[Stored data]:
------------------------------

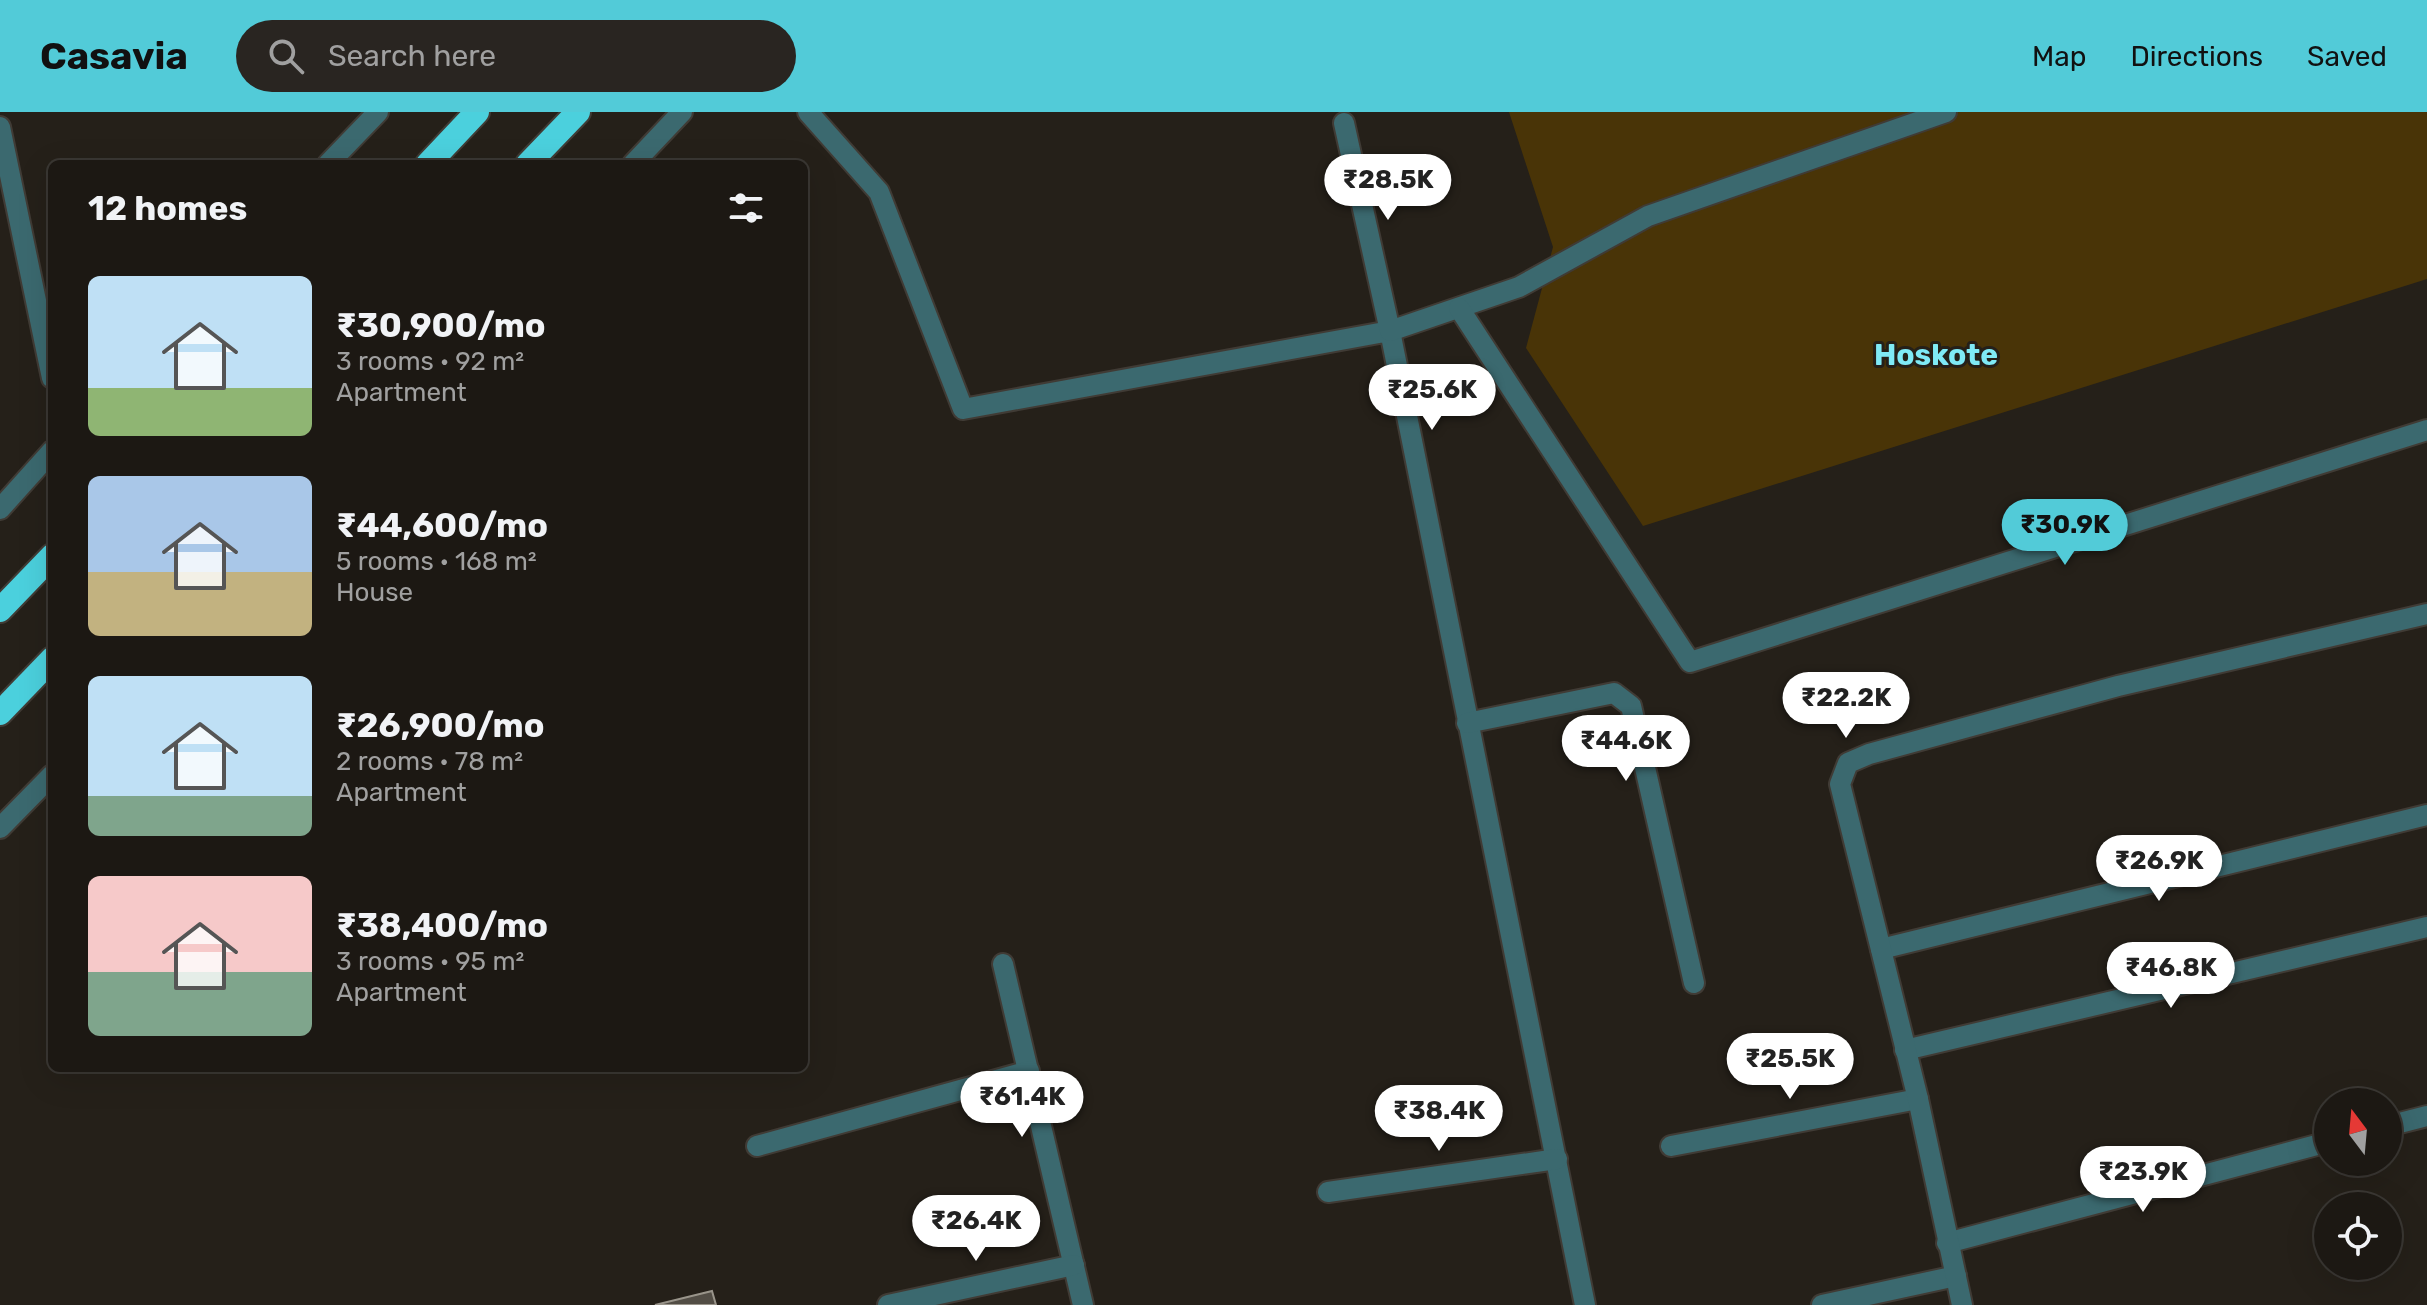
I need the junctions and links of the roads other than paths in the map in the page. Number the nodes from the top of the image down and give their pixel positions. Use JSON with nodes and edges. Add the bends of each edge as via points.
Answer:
{"nodes":[{"id":1,"x":378,"y":112,"type":"edge"},
{"id":2,"x":477,"y":112,"type":"edge"},
{"id":3,"x":578,"y":112,"type":"edge"},
{"id":4,"x":682,"y":112,"type":"edge"},
{"id":5,"x":808,"y":112,"type":"edge"},
{"id":6,"x":1946,"y":112,"type":"edge"},
{"id":7,"x":1344,"y":123,"type":"dead end"},
{"id":8,"x":0,"y":127,"type":"edge"},
{"id":9,"x":332,"y":160,"type":"edge"},
{"id":10,"x":432,"y":160,"type":"edge"},
{"id":11,"x":532,"y":160,"type":"edge"},
{"id":12,"x":637,"y":160,"type":"edge"},
{"id":13,"x":1459,"y":308,"type":"junction"},
{"id":14,"x":1390,"y":331,"type":"junction"},
{"id":15,"x":48,"y":359,"type":"edge"},
{"id":16,"x":2427,"y":430,"type":"edge"},
{"id":17,"x":48,"y":455,"type":"edge"},
{"id":18,"x":0,"y":509,"type":"edge"},
{"id":19,"x":48,"y":560,"type":"edge"},
{"id":20,"x":0,"y":610,"type":"edge"},
{"id":21,"x":2427,"y":614,"type":"edge"},
{"id":22,"x":48,"y":663,"type":"edge"},
{"id":23,"x":0,"y":713,"type":"edge"},
{"id":24,"x":1467,"y":723,"type":"junction"},
{"id":25,"x":48,"y":779,"type":"edge"},
{"id":26,"x":2427,"y":815,"type":"edge"},
{"id":27,"x":0,"y":828,"type":"edge"},
{"id":28,"x":2427,"y":927,"type":"edge"},
{"id":29,"x":1881,"y":949,"type":"junction"},
{"id":30,"x":1003,"y":964,"type":"dead end"},
{"id":31,"x":1694,"y":983,"type":"dead end"},
{"id":32,"x":1905,"y":1050,"type":"junction"},
{"id":33,"x":1029,"y":1071,"type":"junction"},
{"id":34,"x":1918,"y":1099,"type":"junction"},
{"id":35,"x":2427,"y":1116,"type":"edge"},
{"id":36,"x":2402,"y":1122,"type":"edge"},
{"id":37,"x":757,"y":1146,"type":"dead end"},
{"id":38,"x":1671,"y":1146,"type":"dead end"},
{"id":39,"x":2314,"y":1146,"type":"edge"},
{"id":40,"x":1557,"y":1159,"type":"junction"},
{"id":41,"x":1328,"y":1192,"type":"dead end"},
{"id":42,"x":1947,"y":1243,"type":"junction"},
{"id":43,"x":1074,"y":1265,"type":"junction"},
{"id":44,"x":1956,"y":1276,"type":"junction"},
{"id":45,"x":888,"y":1305,"type":"edge"},
{"id":46,"x":1083,"y":1305,"type":"edge"},
{"id":47,"x":1585,"y":1305,"type":"edge"},
{"id":48,"x":1822,"y":1305,"type":"edge"},
{"id":49,"x":1962,"y":1305,"type":"edge"}],
"edges":[{"from":1,"to":9,"type":"street"},
{"from":2,"to":10,"type":"highway"},
{"from":3,"to":11,"type":"highway"},
{"from":4,"to":12,"type":"street"},
{"from":5,"to":14,"type":"street","via":[[879,192],[963,409]]},
{"from":6,"to":13,"type":"street","via":[[1648,216],[1519,287]]},
{"from":7,"to":14,"type":"street"},
{"from":8,"to":15,"type":"street"},
{"from":13,"to":14,"type":"street"},
{"from":13,"to":16,"type":"street","via":[[1690,662]]},
{"from":14,"to":24,"type":"street"},
{"from":17,"to":18,"type":"street"},
{"from":19,"to":20,"type":"highway"},
{"from":21,"to":29,"type":"street","via":[[2118,686],[1848,763],[1840,784]]},
{"from":22,"to":23,"type":"highway"},
{"from":24,"to":31,"type":"street","via":[[1614,693],[1631,706]]},
{"from":24,"to":40,"type":"street"},
{"from":25,"to":27,"type":"street"},
{"from":26,"to":29,"type":"street"},
{"from":28,"to":32,"type":"street"},
{"from":29,"to":32,"type":"street"},
{"from":30,"to":33,"type":"street"},
{"from":32,"to":34,"type":"street"},
{"from":33,"to":37,"type":"street"},
{"from":33,"to":43,"type":"street"},
{"from":34,"to":38,"type":"street"},
{"from":34,"to":42,"type":"street"},
{"from":35,"to":36,"type":"street"},
{"from":39,"to":42,"type":"street"},
{"from":40,"to":41,"type":"street"},
{"from":40,"to":47,"type":"street"},
{"from":42,"to":44,"type":"street"},
{"from":43,"to":45,"type":"street"},
{"from":43,"to":46,"type":"street"},
{"from":44,"to":48,"type":"street"},
{"from":44,"to":49,"type":"street"}]}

------------------------------

For this exercise, return every line from the data that holds the string "highway".

{"from":2,"to":10,"type":"highway"},
{"from":3,"to":11,"type":"highway"},
{"from":19,"to":20,"type":"highway"},
{"from":22,"to":23,"type":"highway"},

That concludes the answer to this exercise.